[Records shown — start]
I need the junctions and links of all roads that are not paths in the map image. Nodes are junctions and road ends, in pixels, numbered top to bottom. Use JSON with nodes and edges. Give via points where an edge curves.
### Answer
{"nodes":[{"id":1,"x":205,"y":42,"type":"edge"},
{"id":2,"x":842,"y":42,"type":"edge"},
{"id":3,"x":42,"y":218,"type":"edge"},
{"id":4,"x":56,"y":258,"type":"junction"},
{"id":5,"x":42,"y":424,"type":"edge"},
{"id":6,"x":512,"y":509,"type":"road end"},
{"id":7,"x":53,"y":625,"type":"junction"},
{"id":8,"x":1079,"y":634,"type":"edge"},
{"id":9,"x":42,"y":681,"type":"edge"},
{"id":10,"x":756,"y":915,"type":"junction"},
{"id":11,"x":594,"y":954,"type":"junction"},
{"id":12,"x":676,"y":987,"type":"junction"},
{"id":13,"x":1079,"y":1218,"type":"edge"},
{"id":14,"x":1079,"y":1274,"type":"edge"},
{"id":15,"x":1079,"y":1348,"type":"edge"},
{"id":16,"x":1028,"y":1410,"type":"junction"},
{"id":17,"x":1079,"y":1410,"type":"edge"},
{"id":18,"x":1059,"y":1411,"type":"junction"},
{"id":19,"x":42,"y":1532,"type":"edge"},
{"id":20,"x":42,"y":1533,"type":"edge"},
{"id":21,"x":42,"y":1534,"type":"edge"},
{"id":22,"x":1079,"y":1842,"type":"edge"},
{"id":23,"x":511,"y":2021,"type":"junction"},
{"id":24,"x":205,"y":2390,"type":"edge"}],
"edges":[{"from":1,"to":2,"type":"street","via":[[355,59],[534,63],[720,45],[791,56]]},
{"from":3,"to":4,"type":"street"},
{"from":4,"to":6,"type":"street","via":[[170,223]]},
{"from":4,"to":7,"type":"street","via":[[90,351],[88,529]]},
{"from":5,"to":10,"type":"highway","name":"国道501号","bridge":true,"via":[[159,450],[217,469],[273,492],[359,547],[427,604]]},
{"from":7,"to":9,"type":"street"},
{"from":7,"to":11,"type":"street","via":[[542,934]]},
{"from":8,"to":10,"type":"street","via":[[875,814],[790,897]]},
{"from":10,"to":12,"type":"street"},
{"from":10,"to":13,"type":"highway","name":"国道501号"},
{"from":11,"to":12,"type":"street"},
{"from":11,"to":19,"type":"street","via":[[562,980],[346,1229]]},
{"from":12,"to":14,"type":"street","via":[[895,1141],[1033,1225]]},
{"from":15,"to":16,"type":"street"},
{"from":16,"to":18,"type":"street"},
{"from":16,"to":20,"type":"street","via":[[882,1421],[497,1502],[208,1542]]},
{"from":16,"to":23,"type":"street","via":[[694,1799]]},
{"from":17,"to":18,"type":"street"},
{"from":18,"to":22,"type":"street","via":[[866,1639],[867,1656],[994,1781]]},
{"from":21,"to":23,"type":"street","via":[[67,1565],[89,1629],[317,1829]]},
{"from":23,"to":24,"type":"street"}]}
[Records shown — finish]
Problem description: Lines containing the word "name" are to be pulled from the records and copied.

Written solution:
{"from":5,"to":10,"type":"highway","name":"国道501号","bridge":true,"via":[[159,450],[217,469],[273,492],[359,547],[427,604]]},
{"from":10,"to":13,"type":"highway","name":"国道501号"},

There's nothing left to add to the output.